GLOBAL - The FAO Food Price Index averaged 205.9 points in July 2013, 4 points (nearly two per cent) below its revised value for June and 7 points (or 3.3 per cent) lower than in July 2012.

The decline in July, which marked the third consecutive monthly drop, was largely driven by lower international prices for grains, soy and palm oil while sugar, meat and dairy quotations were also down from the previous month.

The FAO Cereal Price Index averaged 227.7 points in July, down 8.8 points (3.7 per cent) from June and as much as 33 points (or nearly 13 per cent) below July last year. The sharp decline mostly reflected falling maize prices as favourable weather boosted hopes of a significant production increase in several leading maize producing countries.
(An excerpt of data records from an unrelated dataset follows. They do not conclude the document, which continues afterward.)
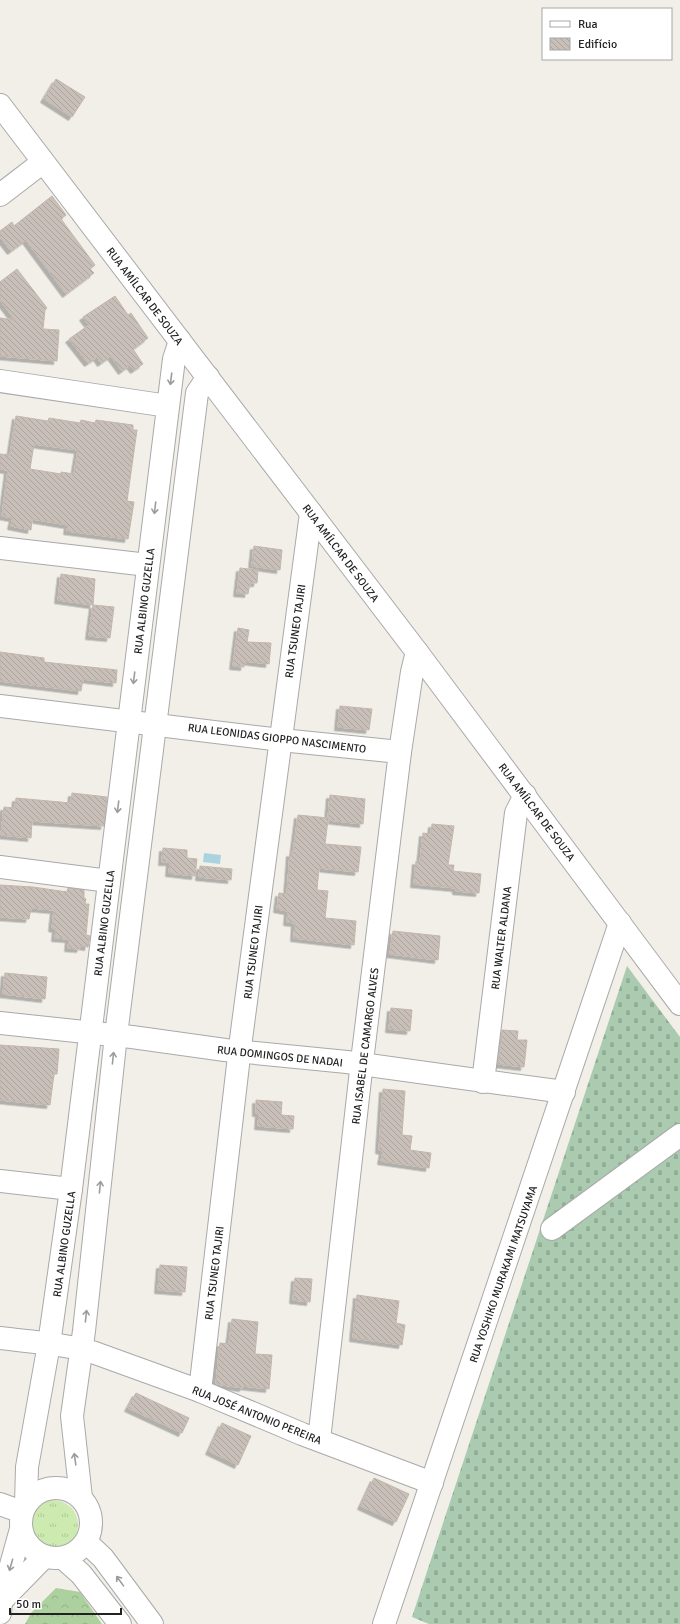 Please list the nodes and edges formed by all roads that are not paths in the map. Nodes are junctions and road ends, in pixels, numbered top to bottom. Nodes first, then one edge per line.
1 (0, 105) edge
2 (43, 162) junction
3 (0, 195) edge
4 (180, 341) junction
5 (208, 377) junction
6 (0, 382) edge
7 (168, 406) junction
8 (311, 513) junction
9 (0, 548) edge
10 (148, 565) junction
11 (417, 652) junction
12 (0, 706) edge
13 (129, 720) junction
14 (154, 723) junction
15 (281, 740) junction
16 (400, 752) junction
17 (524, 795) junction
18 (0, 867) edge
19 (109, 881) junction
20 (620, 923) junction
21 (680, 1004) edge
22 (0, 1023) edge
23 (91, 1033) junction
24 (116, 1036) junction
25 (240, 1052) junction
26 (362, 1065) junction
27 (483, 1082) junction
28 (564, 1092) junction
29 (680, 1135) edge
30 (0, 1180) edge
31 (72, 1189) junction
32 (552, 1229) dead end
33 (0, 1338) edge
34 (50, 1344) junction
35 (81, 1349) junction
36 (200, 1391) junction
37 (319, 1440) junction
38 (432, 1483) junction
39 (81, 1498) junction
40 (0, 1504) edge
41 (23, 1515) junction
42 (86, 1542) junction
43 (54, 1558) junction
44 (1, 1607) edge
45 (120, 1624) edge
46 (152, 1624) edge
47 (384, 1624) edge

1 - 2 street, RUA AMÍLCAR DE SOUZA
2 - 3 street
2 - 4 street, RUA AMÍLCAR DE SOUZA
4 - 5 street, RUA AMÍLCAR DE SOUZA
4 -> 7 street, RUA ALBINO GUZELLA
5 - 8 street, RUA AMÍLCAR DE SOUZA
5 - 14 street
6 - 7 street
7 -> 10 street, RUA ALBINO GUZELLA
8 - 11 street, RUA AMÍLCAR DE SOUZA
8 - 15 street, RUA TSUNEO TAJIRI
9 - 10 street
10 -> 13 street, RUA ALBINO GUZELLA
11 - 16 street, RUA ISABEL DE CAMARGO ALVES
11 - 17 street, RUA AMÍLCAR DE SOUZA
12 - 13 street, RUA LEONIDAS GIOPPO NASCIMENTO
13 - 14 street, RUA LEONIDAS GIOPPO NASCIMENTO
13 -> 19 street, RUA ALBINO GUZELLA
14 - 15 street, RUA LEONIDAS GIOPPO NASCIMENTO
14 - 24 street
15 - 16 street, RUA LEONIDAS GIOPPO NASCIMENTO
15 - 25 street, RUA TSUNEO TAJIRI
16 - 26 street, RUA ISABEL DE CAMARGO ALVES
17 - 20 street, RUA AMÍLCAR DE SOUZA
17 - 27 street, RUA WALTER ALDANA
18 - 19 street
19 - 23 street, RUA ALBINO GUZELLA
20 - 21 street, RUA AMÍLCAR DE SOUZA
20 - 28 street, RUA YOSHIKO MURAKAMI MATSUYAMA
22 - 23 street
23 - 24 street, RUA DOMINGOS DE NADAI
23 - 31 street, RUA ALBINO GUZELLA
24 - 25 street, RUA DOMINGOS DE NADAI
35 -> 24 street
25 - 26 street, RUA DOMINGOS DE NADAI
25 - 36 street, RUA TSUNEO TAJIRI
26 - 27 street, RUA DOMINGOS DE NADAI
26 - 37 street, RUA ISABEL DE CAMARGO ALVES
27 - 28 street, RUA DOMINGOS DE NADAI
28 - 38 street, RUA YOSHIKO MURAKAMI MATSUYAMA
29 - 32 street
30 - 31 street
31 - 34 street, RUA ALBINO GUZELLA
33 - 34 street
34 - 35 street, RUA JOSÉ ANTONIO PEREIRA
34 - 41 street, RUA ALBINO GUZELLA
35 - 36 street, RUA JOSÉ ANTONIO PEREIRA
39 -> 35 street
36 - 37 street, RUA JOSÉ ANTONIO PEREIRA
37 - 38 street, RUA JOSÉ ANTONIO PEREIRA
38 - 47 street, RUA YOSHIKO MURAKAMI MATSUYAMA
39 - 41 street
39 - 42 street
40 - 41 street
41 - 43 street
41 -> 44 street
42 - 43 street
46 -> 42 street
43 - 44 street
43 - 45 street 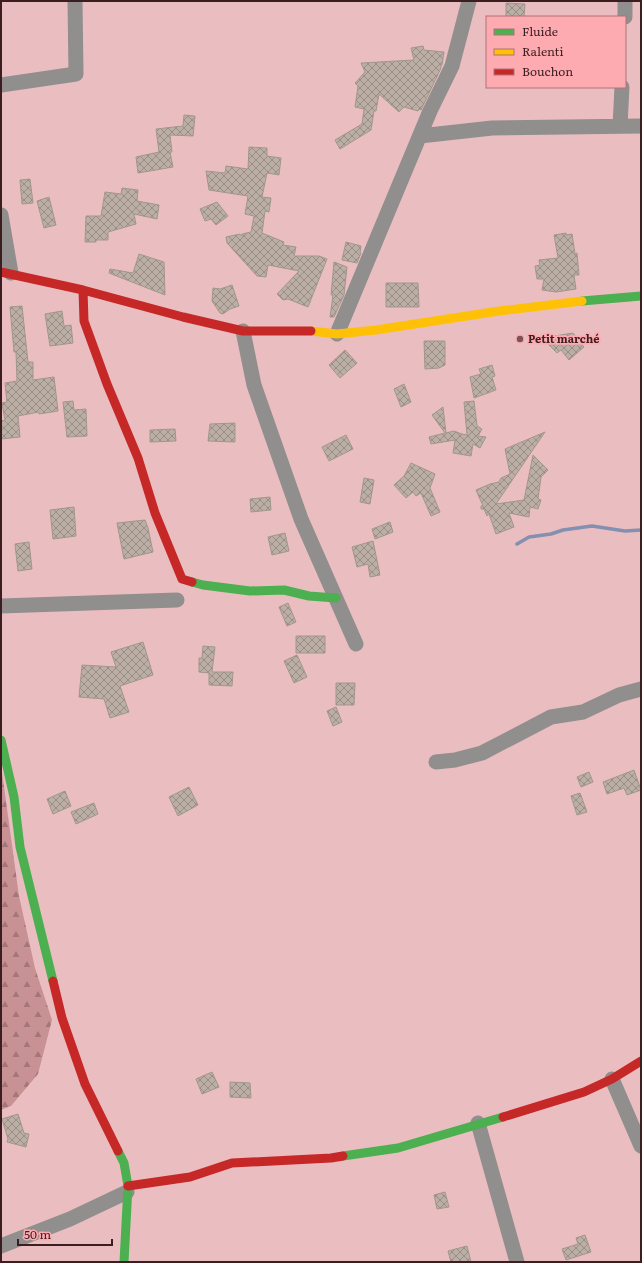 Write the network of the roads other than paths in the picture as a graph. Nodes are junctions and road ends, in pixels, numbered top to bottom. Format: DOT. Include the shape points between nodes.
graph roads {
  1 [pos="75,1"];
  2 [pos="469,1"];
  3 [pos="625,1"];
  4 [pos="625,16"];
  5 [pos="1,85"];
  6 [pos="622,88"];
  7 [pos="620,126"];
  8 [pos="641,126"];
  9 [pos="420,136"];
  10 [pos="1,215"];
  11 [pos="6,273"];
  12 [pos="83,290"];
  13 [pos="641,296"];
  14 [pos="243,331"];
  15 [pos="337,334"];
  16 [pos="336,598"];
  17 [pos="177,600"];
  18 [pos="1,606"];
  19 [pos="356,644"];
  20 [pos="641,689"];
  21 [pos="1,740"];
  22 [pos="436,762"];
  23 [pos="8,798"];
  24 [pos="641,1061"];
  25 [pos="612,1079"];
  26 [pos="478,1123"];
  27 [pos="641,1146"];
  28 [pos="128,1189"];
  29 [pos="1,1246"];
  30 [pos="124,1262"];
  31 [pos="517,1262"];
  1 -- 5 [label="street" via="76,74"];
  2 -- 9 [label="street" via="452,66"];
  3 -- 4 [label="street"];
  6 -- 7 [label="street"];
  7 -- 8 [label="street"];
  7 -- 9 [label="street" via="492,128"];
  9 -- 15 [label="street"];
  10 -- 11 [label="street"];
  11 -- 12 [label="street"];
  12 -- 14 [label="street"];
  12 -- 16 [label="street" via="84,321 182,579 203,586 284,590 309,596"];
  13 -- 15 [label="street" via="606,298"];
  14 -- 15 [label="street" via="306,330"];
  14 -- 16 [label="street" via="254,385 302,519"];
  16 -- 19 [label="street"];
  17 -- 18 [label="street"];
  20 -- 22 [label="street" via="619,695 583,712 551,717 482,753"];
  21 -- 23 [label="street"];
  23 -- 28 [label="street" via="62,1018 85,1084 124,1163"];
  24 -- 25 [label="street"];
  25 -- 26 [label="street" via="584,1092"];
  25 -- 27 [label="street"];
  26 -- 28 [label="street" via="398,1148 331,1158 232,1163 190,1177"];
  26 -- 31 [label="street"];
  28 -- 29 [label="street" via="70,1219"];
  28 -- 30 [label="street"];
}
Wheat prices also fell but the strong pace of exports limited the decline. Rice price changes varied according to origins, with a decrease in Thai prices contrasting with higher Vietnamese quotations.

The FAO Oils/Fats Price Index averaged 191 points in July, down by 7 points (or 3.3 per cent) from June and the lowest level in three years. The slide in the index mainly reflects easing quotations for both soy and palm oil.

Soy oil values have fallen in response to ample export availabilities, especially in Argentina, combined with weak demand (including from the biodiesel sector), as well as good soybean crop prospects in the United States.

The palm oil price weakness mainly resulted from the combination of ample production and lower than expected import demand, most notably by China. Prices for rape and sunflower seed oil also fell, reflecting improved 2013/14 crop prospects.

The FAO Sugar Price Index averaged 239 points in July, down 3.6 points (1.5 per cent) from June. Sugar prices declined for the fourth consecutive month in July, on the back of anticipated large surplus production in major producing areas, notably in Brazil, the world’s largest sugar producer and exporter.

Declining ethanol prices in Brazil also provided an incentive to convert more sugarcane into sugar instead of ethanol, which put additional downward pressure on international sugar prices.